WHAT YOU WILL DO: Retrieve every line of the data holding the word "main".

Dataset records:
——————————

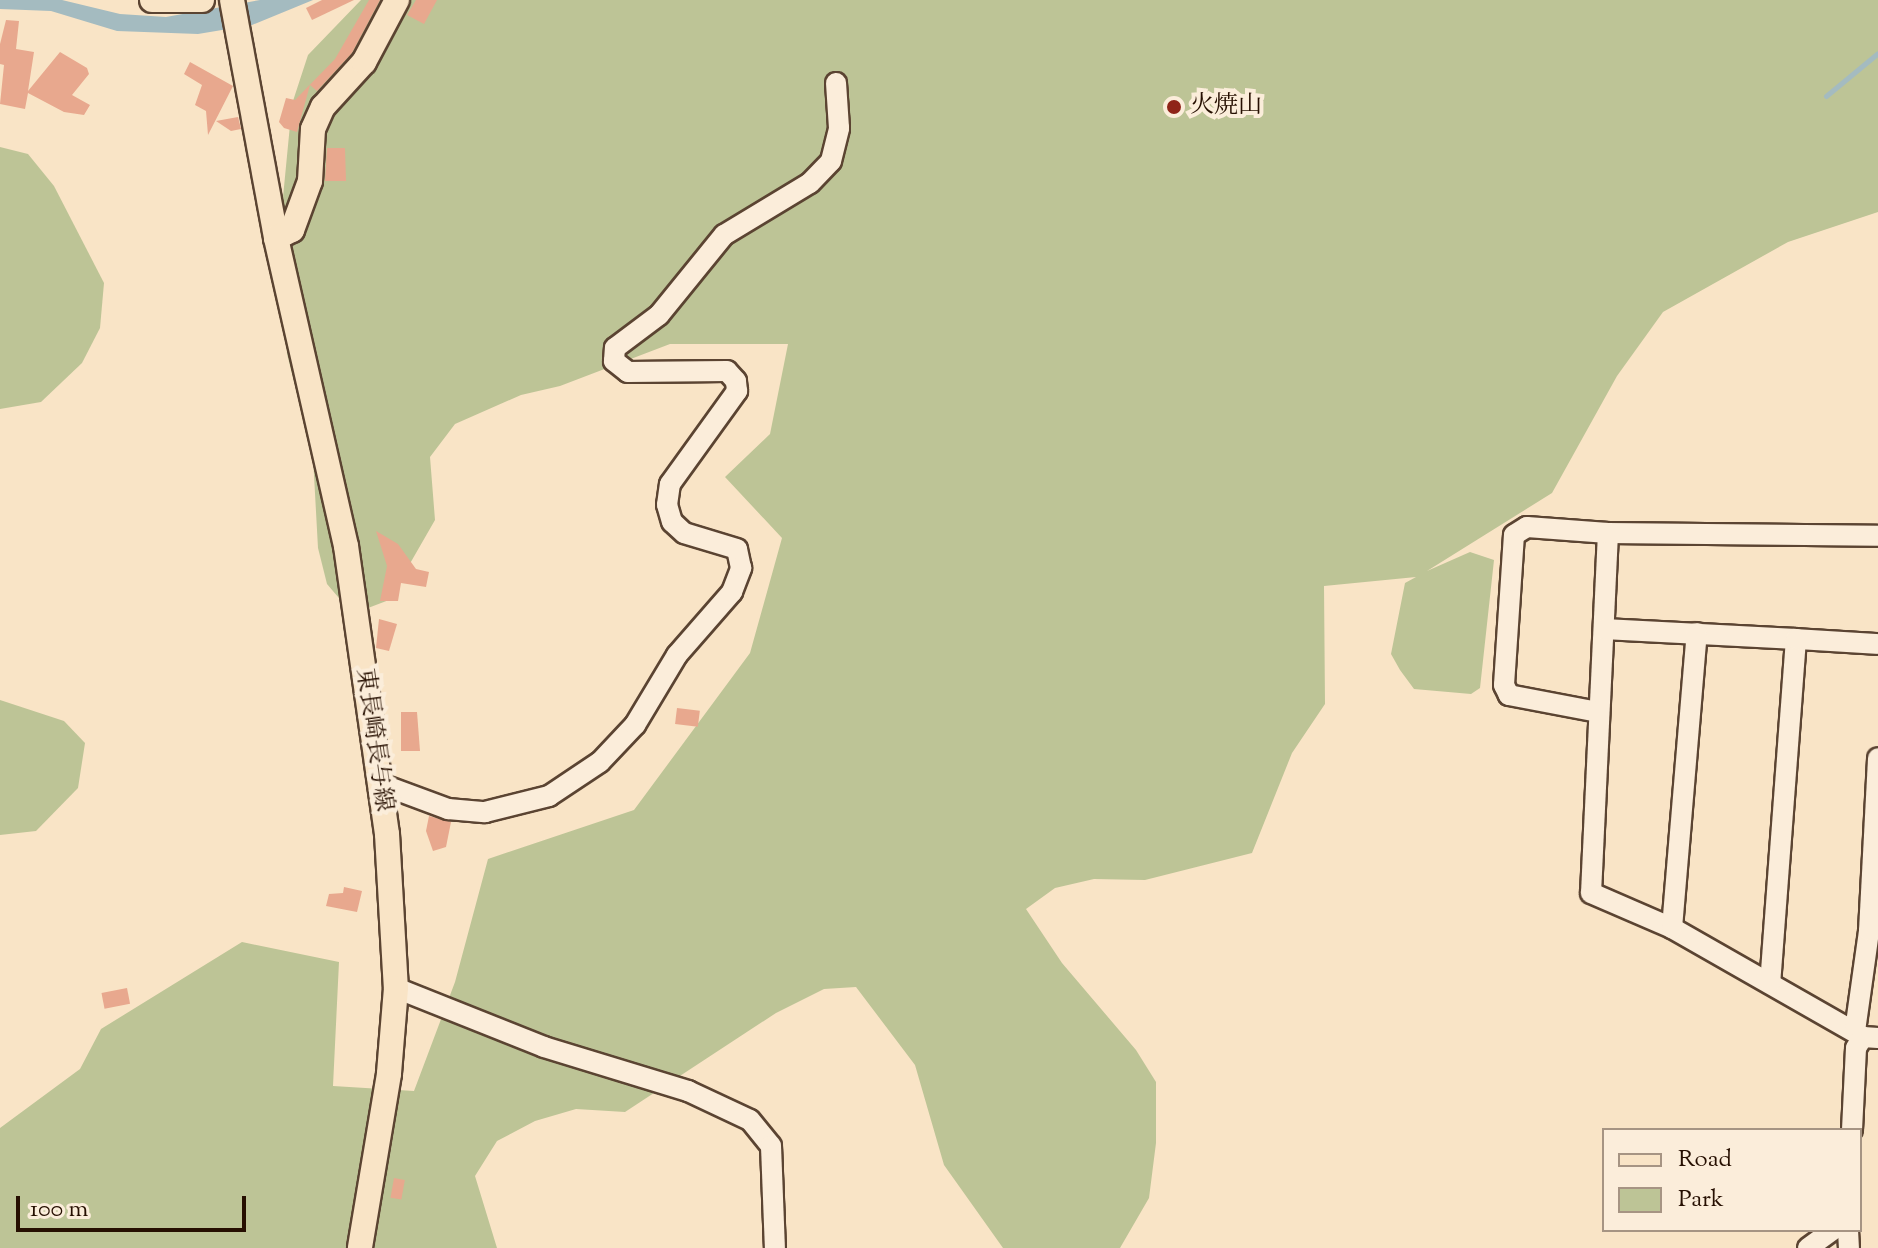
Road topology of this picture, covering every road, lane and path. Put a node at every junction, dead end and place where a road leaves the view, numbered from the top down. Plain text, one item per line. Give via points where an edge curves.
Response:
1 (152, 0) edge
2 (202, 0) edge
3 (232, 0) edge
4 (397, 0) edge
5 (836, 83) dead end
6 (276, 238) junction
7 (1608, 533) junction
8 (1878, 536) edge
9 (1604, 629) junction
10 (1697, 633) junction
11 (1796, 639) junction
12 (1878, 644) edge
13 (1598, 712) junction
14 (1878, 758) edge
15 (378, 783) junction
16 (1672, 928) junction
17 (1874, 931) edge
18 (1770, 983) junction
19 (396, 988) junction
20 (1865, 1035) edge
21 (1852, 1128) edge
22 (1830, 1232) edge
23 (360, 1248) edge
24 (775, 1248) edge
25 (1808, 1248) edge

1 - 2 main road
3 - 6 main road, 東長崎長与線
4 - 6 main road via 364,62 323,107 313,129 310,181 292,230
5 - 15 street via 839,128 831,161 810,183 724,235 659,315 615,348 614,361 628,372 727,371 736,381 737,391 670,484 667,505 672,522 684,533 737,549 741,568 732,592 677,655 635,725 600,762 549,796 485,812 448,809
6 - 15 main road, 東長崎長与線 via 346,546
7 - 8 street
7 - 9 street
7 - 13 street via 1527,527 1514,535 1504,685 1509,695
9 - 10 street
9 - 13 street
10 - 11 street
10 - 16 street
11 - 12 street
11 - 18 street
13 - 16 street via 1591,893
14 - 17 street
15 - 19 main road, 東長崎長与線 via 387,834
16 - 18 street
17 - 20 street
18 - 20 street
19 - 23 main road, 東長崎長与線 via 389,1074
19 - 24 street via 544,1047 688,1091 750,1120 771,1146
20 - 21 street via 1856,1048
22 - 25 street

——————————

EXERCISE RESPONSE:
1 - 2 main road
3 - 6 main road, 東長崎長与線
4 - 6 main road via 364,62 323,107 313,129 310,181 292,230
6 - 15 main road, 東長崎長与線 via 346,546
15 - 19 main road, 東長崎長与線 via 387,834
19 - 23 main road, 東長崎長与線 via 389,1074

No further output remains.